I’ll tell you now, rightly or wrongly that Sawyer’s 3rd LP is one that is equally charming and gauche. I would guess that Sleep Dreamt a Brother is probably set up in this way to deliberately evoke a set of feelings or, (as in the case of Feeeeling, one of the best tracks on here), a ‘drawn out feeling’ that lasts the LP’s lifetime, but even if it is successful in this, it’s still an inconclusive listen. Which can be as annoying (or otherwise) as you want it to be, despite boasting some very affecting moments.  Is it a personal log? Could be, given the fact that it’s an obviously an intensely personal, not to say domestic record often concerned with death.  Listen to Death is Like a Dream We’ll Have or Another World.
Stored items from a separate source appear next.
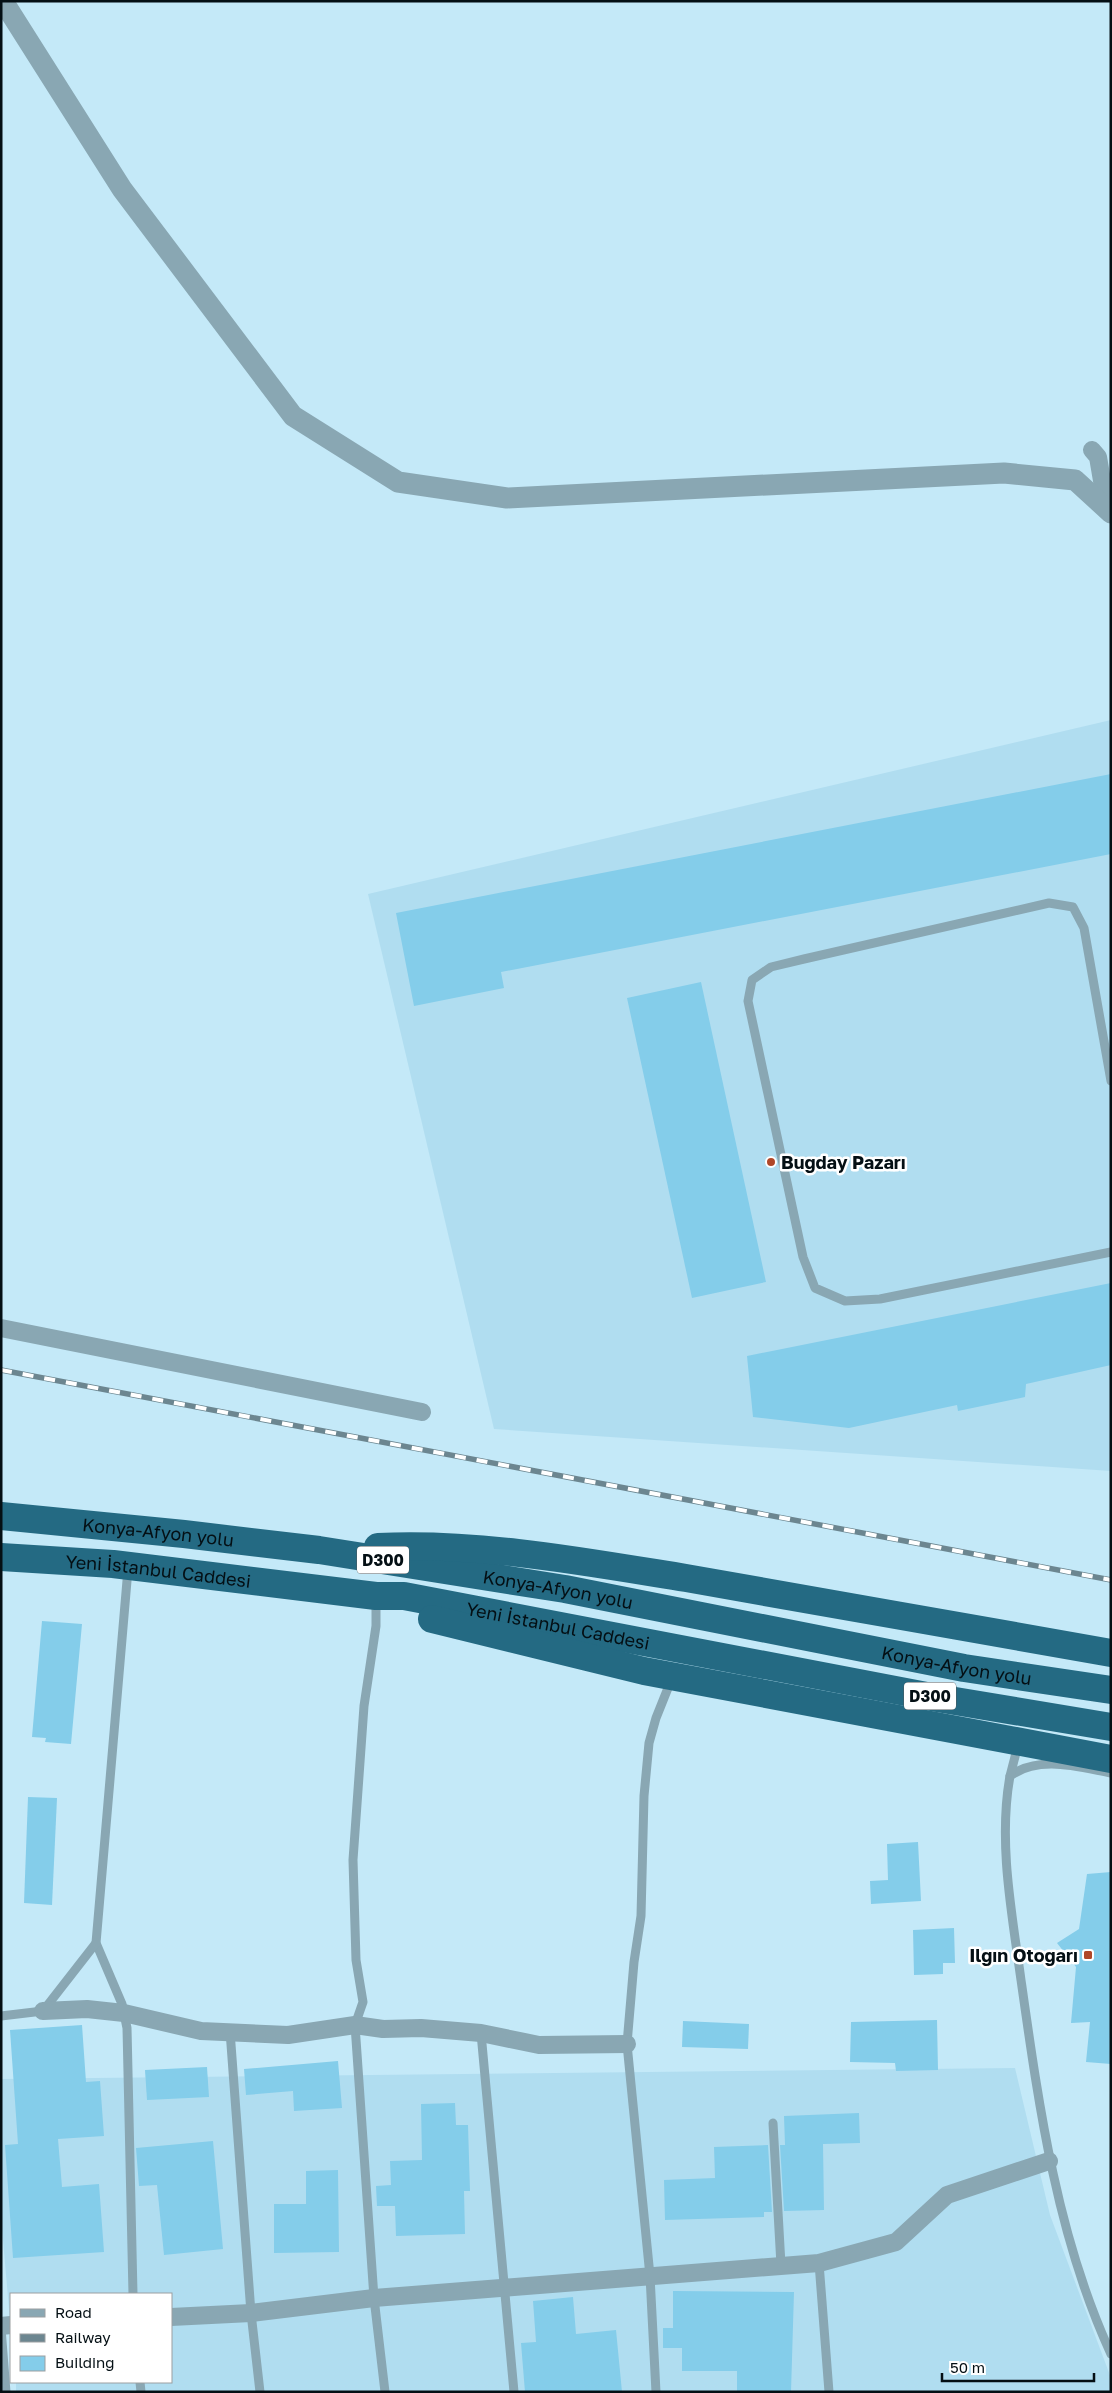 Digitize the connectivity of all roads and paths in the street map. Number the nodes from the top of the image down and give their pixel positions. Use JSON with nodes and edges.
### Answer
{"nodes":[{"id":1,"x":3,"y":1,"type":"edge"},
{"id":2,"x":1092,"y":450,"type":"dead end"},
{"id":3,"x":1109,"y":507,"type":"edge"},
{"id":4,"x":1111,"y":1081,"type":"edge"},
{"id":5,"x":1111,"y":1252,"type":"edge"},
{"id":6,"x":1,"y":1328,"type":"edge"},
{"id":7,"x":422,"y":1412,"type":"dead end"},
{"id":8,"x":1,"y":1516,"type":"edge"},
{"id":9,"x":319,"y":1550,"type":"junction"},
{"id":10,"x":1,"y":1557,"type":"edge"},
{"id":11,"x":128,"y":1566,"type":"junction"},
{"id":12,"x":376,"y":1596,"type":"junction"},
{"id":13,"x":1111,"y":1653,"type":"edge"},
{"id":14,"x":673,"y":1676,"type":"junction"},
{"id":15,"x":1111,"y":1690,"type":"edge"},
{"id":16,"x":1111,"y":1727,"type":"edge"},
{"id":17,"x":1019,"y":1741,"type":"junction"},
{"id":18,"x":1111,"y":1759,"type":"edge"},
{"id":19,"x":1111,"y":1773,"type":"edge"},
{"id":20,"x":1010,"y":1776,"type":"junction"},
{"id":21,"x":96,"y":1943,"type":"junction"},
{"id":22,"x":43,"y":2011,"type":"junction"},
{"id":23,"x":124,"y":2013,"type":"junction"},
{"id":24,"x":1,"y":2016,"type":"edge"},
{"id":25,"x":354,"y":2025,"type":"junction"},
{"id":26,"x":230,"y":2032,"type":"junction"},
{"id":27,"x":481,"y":2033,"type":"junction"},
{"id":28,"x":627,"y":2044,"type":"junction"},
{"id":29,"x":773,"y":2123,"type":"dead end"},
{"id":30,"x":1049,"y":2161,"type":"junction"},
{"id":31,"x":819,"y":2263,"type":"junction"},
{"id":32,"x":781,"y":2265,"type":"junction"},
{"id":33,"x":650,"y":2276,"type":"junction"},
{"id":34,"x":503,"y":2289,"type":"junction"},
{"id":35,"x":133,"y":2293,"type":"edge"},
{"id":36,"x":374,"y":2298,"type":"junction"},
{"id":37,"x":251,"y":2313,"type":"junction"},
{"id":38,"x":172,"y":2317,"type":"edge"},
{"id":39,"x":1,"y":2327,"type":"edge"},
{"id":40,"x":1111,"y":2354,"type":"edge"},
{"id":41,"x":6,"y":2392,"type":"edge"},
{"id":42,"x":260,"y":2392,"type":"edge"},
{"id":43,"x":385,"y":2392,"type":"edge"},
{"id":44,"x":514,"y":2392,"type":"edge"},
{"id":45,"x":656,"y":2392,"type":"edge"},
{"id":46,"x":828,"y":2392,"type":"edge"}],
"edges":[{"from":1,"to":3,"type":"street"},
{"from":2,"to":3,"type":"street"},
{"from":4,"to":5,"type":"lane"},
{"from":6,"to":7,"type":"street"},
{"from":8,"to":9,"type":"highway","name":"Konya-Afyon yolu","number":"D300"},
{"from":9,"to":13,"type":"highway"},
{"from":9,"to":15,"type":"highway","name":"Konya-Afyon yolu","number":"D300"},
{"from":10,"to":11,"type":"highway","name":"Yeni İstanbul Caddesi","number":"D300"},
{"from":11,"to":12,"type":"highway","name":"Yeni İstanbul Caddesi","number":"D300"},
{"from":11,"to":21,"type":"lane"},
{"from":12,"to":14,"type":"highway"},
{"from":12,"to":16,"type":"highway","name":"Yeni İstanbul Caddesi","number":"D300"},
{"from":12,"to":25,"type":"lane"},
{"from":14,"to":17,"type":"highway"},
{"from":14,"to":28,"type":"lane"},
{"from":17,"to":18,"type":"highway"},
{"from":17,"to":20,"type":"lane"},
{"from":19,"to":20,"type":"lane"},
{"from":20,"to":30,"type":"lane"},
{"from":21,"to":22,"type":"lane"},
{"from":21,"to":23,"type":"lane"},
{"from":22,"to":23,"type":"street"},
{"from":22,"to":24,"type":"lane"},
{"from":23,"to":26,"type":"street"},
{"from":23,"to":35,"type":"lane"},
{"from":25,"to":26,"type":"street"},
{"from":25,"to":27,"type":"street"},
{"from":25,"to":36,"type":"lane"},
{"from":26,"to":37,"type":"lane"},
{"from":27,"to":28,"type":"street"},
{"from":27,"to":34,"type":"lane"},
{"from":28,"to":33,"type":"lane"},
{"from":29,"to":32,"type":"lane"},
{"from":30,"to":31,"type":"street"},
{"from":30,"to":40,"type":"lane"},
{"from":31,"to":32,"type":"street"},
{"from":31,"to":46,"type":"lane"},
{"from":32,"to":33,"type":"street"},
{"from":33,"to":34,"type":"street"},
{"from":33,"to":45,"type":"lane"},
{"from":34,"to":36,"type":"street"},
{"from":34,"to":44,"type":"lane"},
{"from":36,"to":37,"type":"street"},
{"from":36,"to":43,"type":"lane"},
{"from":37,"to":38,"type":"street"},
{"from":37,"to":42,"type":"lane"},
{"from":39,"to":41,"type":"lane"}]} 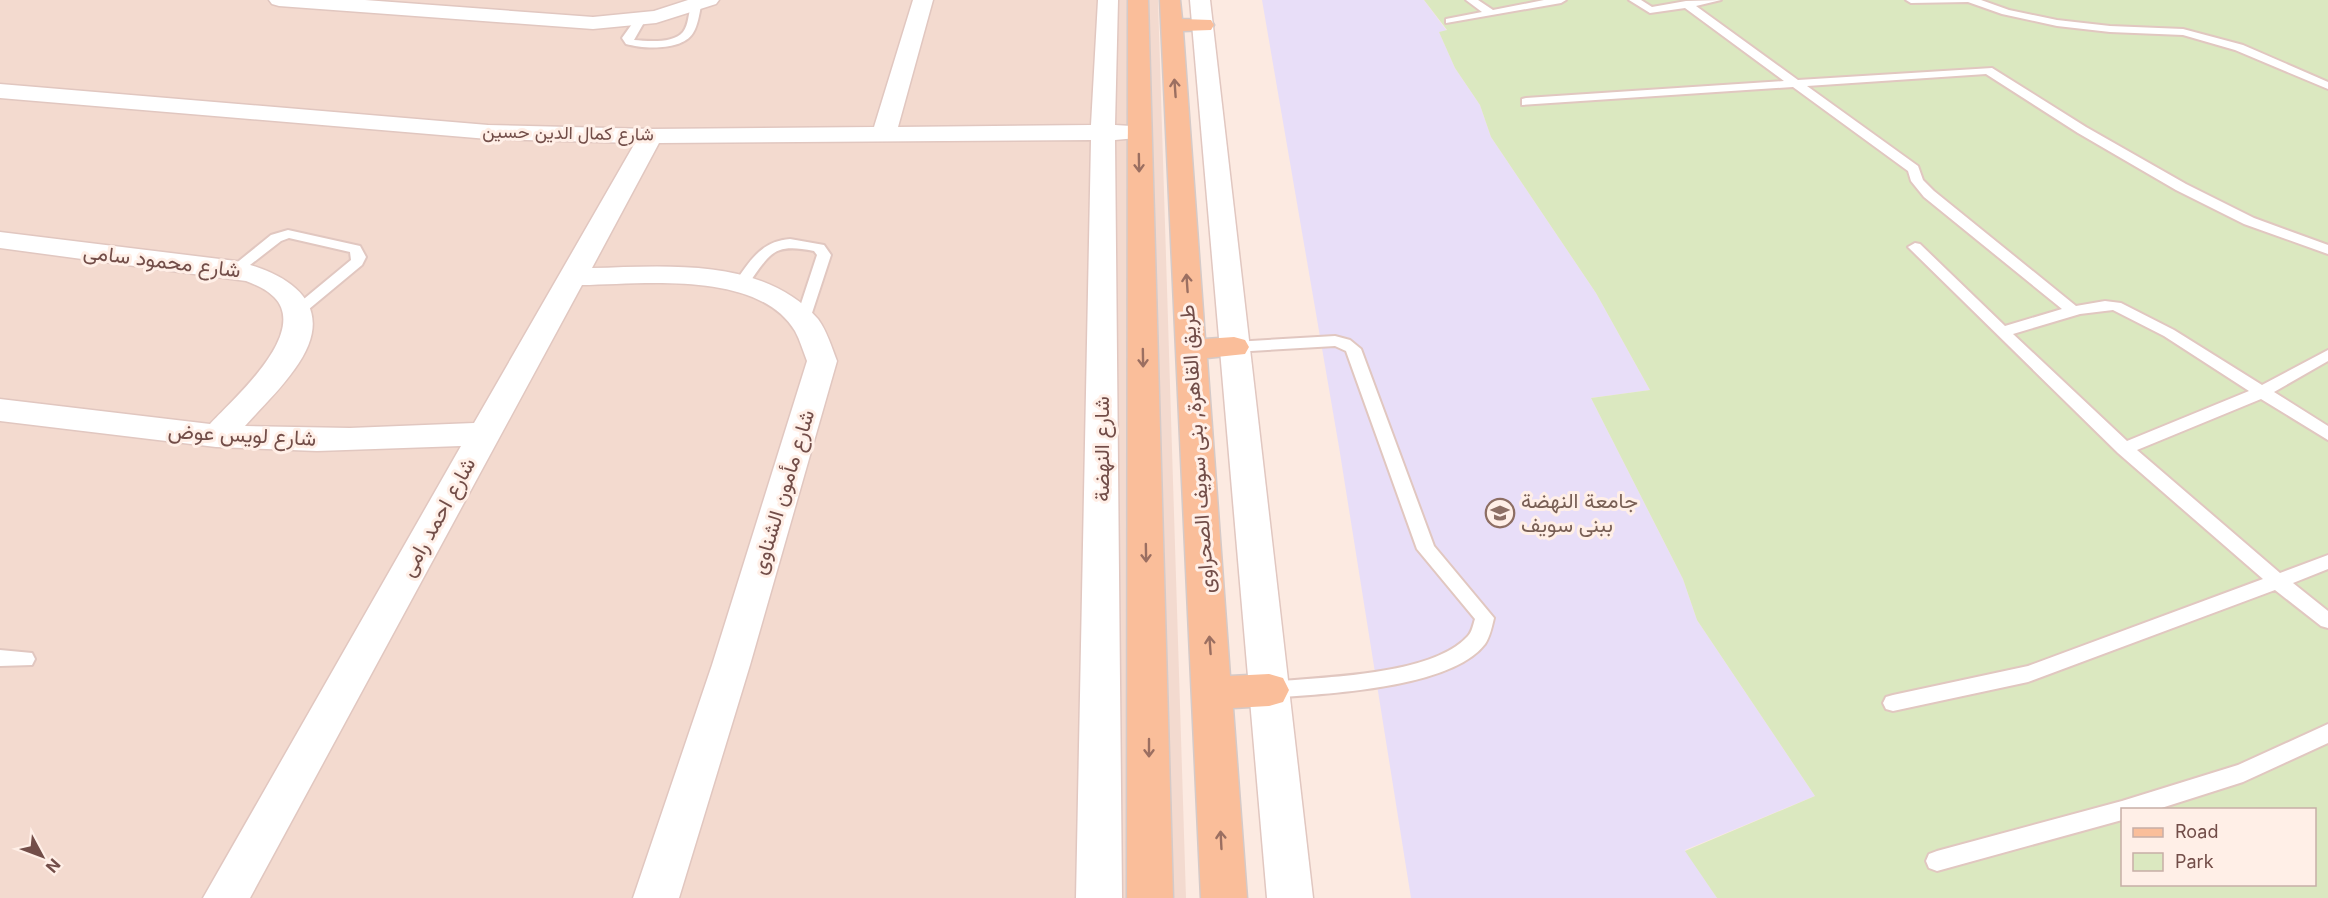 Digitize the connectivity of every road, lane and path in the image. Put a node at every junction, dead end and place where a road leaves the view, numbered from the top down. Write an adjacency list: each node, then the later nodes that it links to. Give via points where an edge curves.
1 (279, 0): 12 (street, via 578,23 641,19)
2 (923, 0): 24 (street)
3 (1108, 0): 22 (street, شارع النهضة)
4 (1138, 0): 23 (main road)
5 (1471, 0): 16 (lane)
6 (1561, 0): 16 (lane)
7 (1634, 0): 13 (lane, via 1650,10)
8 (1716, 0): 13 (lane)
9 (1911, 0): 10 (lane)
10 (1965, 0)
11 (1972, 0): 19 (lane, via 2002,12 2044,20 2162,29 2217,39)
12 (703, 3)
13 (1686, 4): 18 (lane)
14 (1170, 12): 15 (main road); 37 (main road, طريق القاهرة, بنى سويف الصحراوى, one-way to 14)
15 (1202, 12): 36 (street)
16 (1491, 13): 17 (lane)
17 (1450, 21)
18 (1795, 82): 21 (lane); 28 (lane, via 1988,70 2181,187 2249,221); 33 (lane, via 1914,169 1917,181 1929,195)
19 (2328, 86)
20 (0, 91): 25 (street, شارع كمال الدين حسين, via 444,130)
21 (1526, 102)
22 (1103, 132): 23 (street, شارع كمال الدين حسين); 24 (street, شارع كمال الدين حسين); 59 (street, شارع النهضة)
23 (1139, 132): 60 (main road, one-way to 60)
24 (884, 134): 25 (street, شارع كمال الدين حسين)
25 (651, 136): 30 (street, شارع احمد رامى)
26 (0, 240): 29 (street, شارع محمود سامى)
27 (1915, 247): 35 (lane)
28 (2328, 250)
29 (236, 269): 32 (street, شارع محمود سامى, via 278,284); 32 (lane, via 276,238 288,234 355,249 357,262)
30 (572, 277): 31 (street, شارع مأمون الشناوى, via 699,276); 41 (street, شارع احمد رامى)
31 (741, 284): 34 (street, شارع مأمون الشناوى, via 777,298); 34 (lane, via 773,245 788,241 819,248 824,255)
32 (298, 311): 43 (street, via 296,340 284,364)
33 (2074, 312): 35 (lane); 39 (lane, via 2108,305 2127,310)
34 (803, 319): 58 (street, شارع مأمون الشناوى, via 818,344 822,361)
35 (2002, 332): 44 (lane)
36 (1234, 347): 37 (main road); 50 (street); 50 (lane, via 1335,341 1353,350 1426,549 1485,618 1481,637 1470,649 1432,667 1390,678)
37 (1191, 349): 51 (main road, طريق القاهرة, بنى سويف الصحراوى, one-way to 37)
38 (2328, 355): 39 (lane)
39 (2262, 392): 42 (lane); 44 (lane)
40 (0, 410): 43 (street, شارع لويس عوض)
41 (484, 434): 43 (street, شارع لويس عوض, via 322,440); 57 (street, شارع احمد رامى)
42 (2328, 434)
43 (218, 436)
44 (2124, 448): 46 (lane)
45 (2328, 562): 46 (lane)
46 (2276, 582): 47 (lane); 52 (lane, via 2028,674)
47 (2328, 621)
48 (0, 658): 49 (lane)
49 (25, 659)
50 (1269, 690): 51 (main road); 62 (street)
51 (1213, 693): 61 (main road, طريق القاهرة, بنى سويف الصحراوى, one-way to 51)
52 (1893, 703)
53 (2328, 733): 54 (lane, via 2243,773)
54 (2129, 808)
55 (2121, 811): 56 (lane)
56 (1937, 861)
57 (226, 898)
58 (656, 898)
59 (1099, 898)
60 (1150, 898)
61 (1224, 898)
62 (1290, 898)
Other parallels I can think of are Attila the Stockbroker’s brilliant requiem for his mum, or even Play for Today (or is it called afternoon drama now?) on Radio 4. There’s a dash of Syd (inevitably), or Fried – era Cope (speculatively), too; as heard in the maudlin October All The Time, and tracks like The Forgetting Head has a wee bit of that knees up at the kitchen table vibe that Ivor Cutler was so adept at conjuring up. 

So, a deliberate and quiet entrenchment of some emotional inner space; and whether you think entering into this foggy world of Sawyer’s thoughts and feelings is worth it is, (as Peter Cook once said), “entirely a matter for you”.